Bene: non è vero. Quando Dimitri ha pubblicato Pan, inducendo alla scommessa una casa editrice fin qui al di fuori dal circuito fantasy come Marsilio, ha ottenuto un plebiscito anche tra i fan più esigenti. Come ha fatto? Gli è bastato mettere in pratica quello che scrisse Stephen King quando iniziò il primo dei sette volumi della Torre nera. Per sfuggire all’ombra di Tolkien occorre inventare nuovi mondi. O creare ibridi, come fece King stesso ispirandosi dichiaratamente ai western di Sergio Leone per la creazione di Roland di Gilead.
Dimitri si è ispirato invece a James Barrie, facendo giustizia dell’edulcorazione di Peter Pan che a Barrie è successiva. Si è ispirato anche ad un altro capolavoro misconosciuto, Il grande dio Pan di Arthur Machen. E ha riportato in un ambiente cittadino il mistero, il terrore del sacro, l’estraneità e la necessità del fantastico nel mondo attuale. Pan è il dio che porta scompiglio, non un adorabile ragazzino. I Bambini perduti sono feroci. Il loro caos è primordiale e si oppone alle ordinate strutture umane difese da Capitan Uncino. La realtà non è solo quella che tocchiamo: il pavimento della nostra casa può diventare, se lo vogliamo, la spiaggia di un’Isola perduta.

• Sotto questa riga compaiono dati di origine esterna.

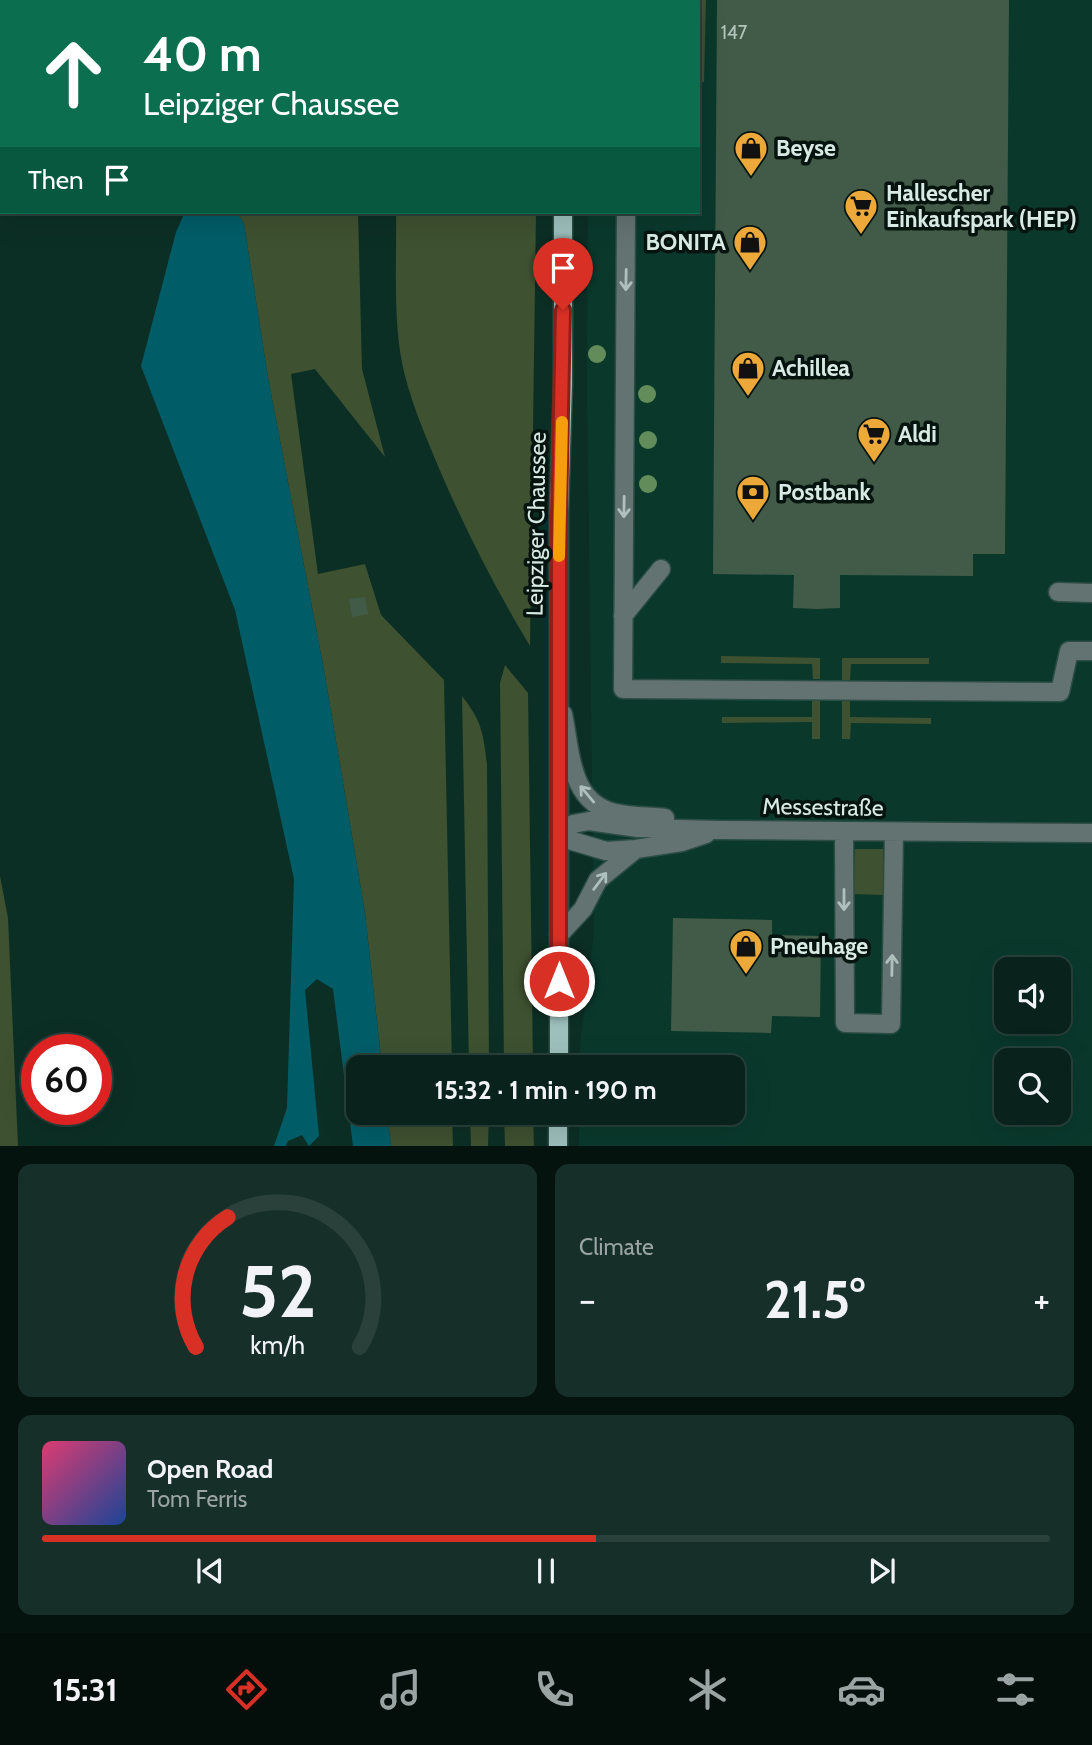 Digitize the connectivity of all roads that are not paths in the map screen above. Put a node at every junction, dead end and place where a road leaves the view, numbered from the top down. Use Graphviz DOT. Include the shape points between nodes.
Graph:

Un libro visionario, anche. E anche nel senso letterale del termine :”Se non vedo non scrivo – dice Dimitri – Io detesto la retorica dell’artista: cerco di scrivere in modo kinghiano, mi siedo alla scrivania ogni giorno alla stessa ora e riprendo dal punto dove mi sono fermato. Anche se per una volta non scrivo nulla, cerco comunque di svolgere quotidianamente il mio lavoro di artigiano. E, appunto, di vedere. Devi vedere le cose che scrivi, o il lettore non ti viene dietro. Vedere significa credere, in senso profondo: poi la tecnica ti aiuta a raccontare quel che hai visto. Ho provato a scrivere altro: un noir, per esempio, ma non ci sono riuscito proprio perché non lo vedevo. Vedo satiri, che posso farci?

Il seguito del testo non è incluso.